District Court Candidates Announce Dem Primary Candidacies

Here come the judges …

It’s a rare mirror belonging to an Austin attorney that doesn’t reflect a prospective judicial candidate. With the Democratic primary a mere eight months away (March 3, 2020) and pressure building to recruit support and gather funds, candidates for district judge seats have begun to accumulate.

Travis County Heman Sweatt Courthouse (Photo by Jana Birchum)

The current list of declared Democratic judicial candidates includes the following:

Civil Courts

Kennon Wooten has announced for the 53rd Civil District Court. Wooten has been a civil attorney for 15 years on a wide range of litigation, and also touts her experience as “a law clerk and rules attorney for the Supreme Court of Texas and as an intern for the Third Court of Appeals.” Also running for the 53rd District judgeship is Maria Cantú Hexsel, who’s had a 23-year career, including a practice with a small plaintiffs’ firm, as an assistant state attorney general, and complex civil litigation on health care. The presiding incumbent in the 53rd is Scott Jenkins, who in January announced his retirement, to follow this term.

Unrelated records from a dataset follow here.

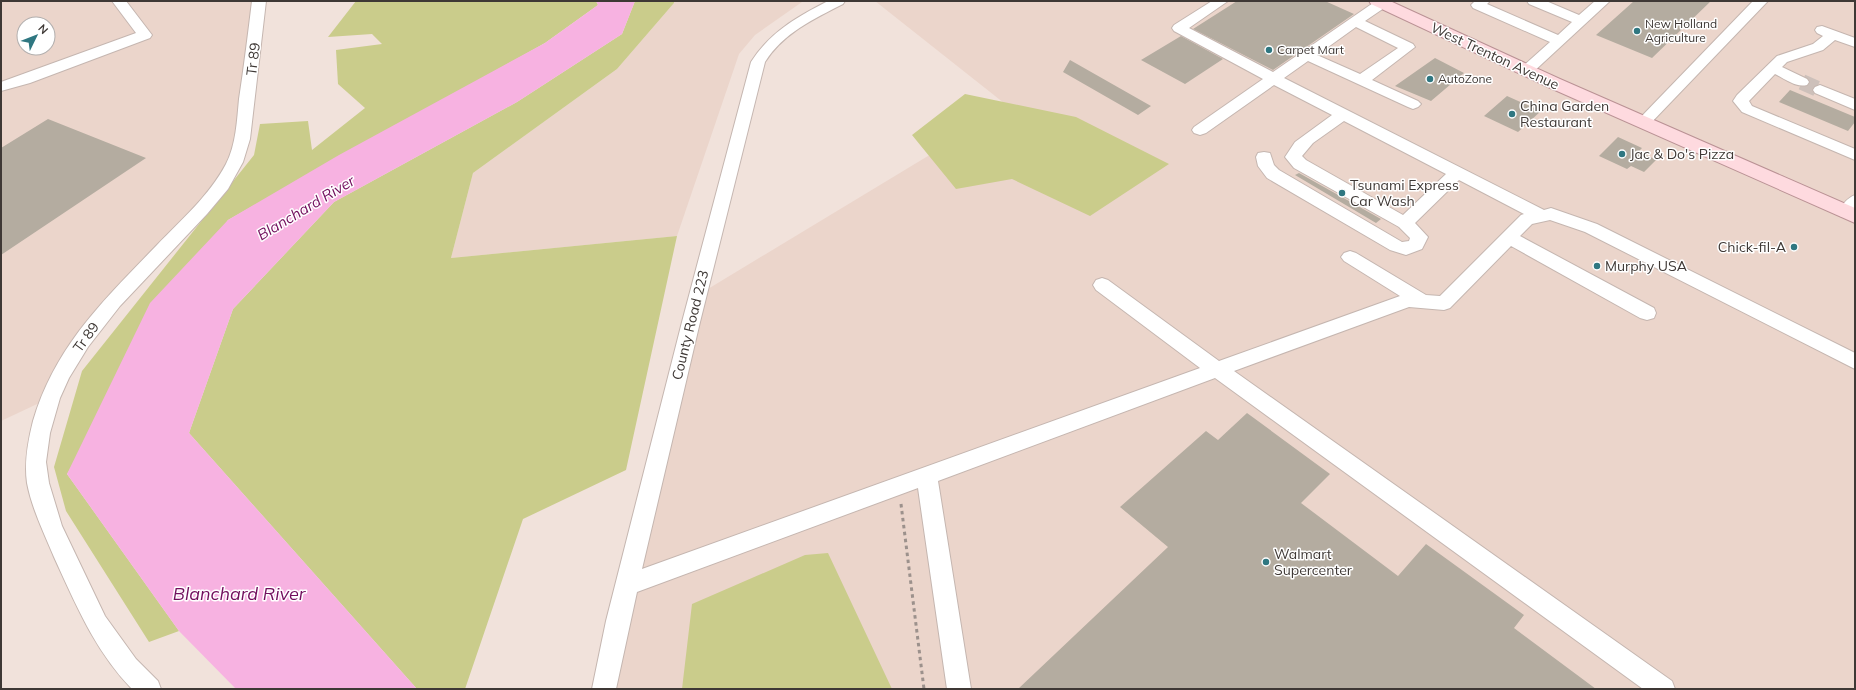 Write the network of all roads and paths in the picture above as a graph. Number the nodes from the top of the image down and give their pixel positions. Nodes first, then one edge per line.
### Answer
1 (119, 1) edge
2 (259, 1) edge
3 (838, 1) edge
4 (1221, 1) edge
5 (1483, 1) edge
6 (1534, 1) edge
7 (1603, 1) edge
8 (1761, 1) edge
9 (1379, 2) edge
10 (1582, 21) junction
11 (1356, 22) junction
12 (1560, 41) junction
13 (1855, 43) edge
14 (1308, 56) junction
15 (1773, 68) junction
16 (1526, 71) junction
17 (1274, 79) junction
18 (1362, 80) junction
19 (1802, 82) tunnel mouth
20 (1, 87) edge
21 (1820, 90) tunnel mouth
22 (1414, 104) dead end
23 (1855, 105) edge
24 (1342, 114) junction
25 (1643, 123) junction
26 (1200, 130) dead end
27 (1855, 155) edge
28 (1264, 157) dead end
29 (1457, 173) junction
30 (1852, 210) edge
31 (1542, 216) junction
32 (1405, 223) junction
33 (1508, 238) junction
34 (1350, 257) dead end
35 (1102, 286) dead end
36 (1422, 301) junction
37 (1647, 313) dead end
38 (1855, 362) edge
39 (1216, 370) junction
40 (927, 475) junction
41 (898, 486) junction
42 (627, 585) junction
43 (149, 689) edge
44 (604, 689) edge
45 (924, 689) edge
46 (959, 689) edge
47 (1663, 689) edge

1 - 20 street
2 - 43 street, Tr 89
3 - 42 street, County Road 223
4 - 17 street
5 - 12 street
6 - 10 street
7 - 10 street
8 - 25 street
9 - 11 street
9 - 16 main road, West Trenton Avenue
10 - 12 street
11 - 14 street
11 - 18 street
12 - 16 street
13 - 15 street
14 - 17 street
14 - 18 street
15 - 19 street
15 - 27 street
16 - 25 main road, West Trenton Avenue
17 - 24 street
17 - 26 street
18 - 22 street
21 - 23 street
24 - 29 street
24 - 32 street
25 - 30 main road, West Trenton Avenue
28 - 32 street
29 - 31 street
29 - 32 street
31 - 33 street
31 - 38 street
33 - 36 street
33 - 37 street
34 - 36 street
35 - 39 street
36 - 39 street
39 - 40 street
39 - 47 street
40 - 41 street
40 - 46 street
41 - 42 street
41 - 45 path
42 - 44 street, County Road 223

Aurora Martinez Jones, currently an associate judge in the Family Drug Treatment Court and Child Protective Services dockets, is running to succeed Judge Darlene Byrne in the 126th Civil Court (Byrne is running to become chief justice on the 3rd Court of Appeals). Previously, Martinez Jones had her own practice in child welfare law, personal injury, probate, real estate, family law, and civil litigation.

Jessica Mangrum has announced for the 200th Civil District Court, a seat currently occupied by appointed Republican Judge Dustin Howell. Mangrum is a partner with Thompson, Coe, Cousins & Irons, with a practice focused on civil litigation: personal injury, professional liability, and construction cases. She’s currently chair of Austin’s Building and Standards Commission.

Criminal Courts

• Assistant District Attorney Dayna Blazey is challenging incumbent 167th Criminal District Court Judge David Wahlberg, first elected in 2012. Blazey, a felony prosecutor for more than 30 years, is currently the director for Diversion Programs and the Grand Jury Division in the D.A.’s Office. Wahlberg practiced criminal law (including public defender cases) for more than 30 years, and was a founding member of the Austin Criminal Defense Lawyers Association.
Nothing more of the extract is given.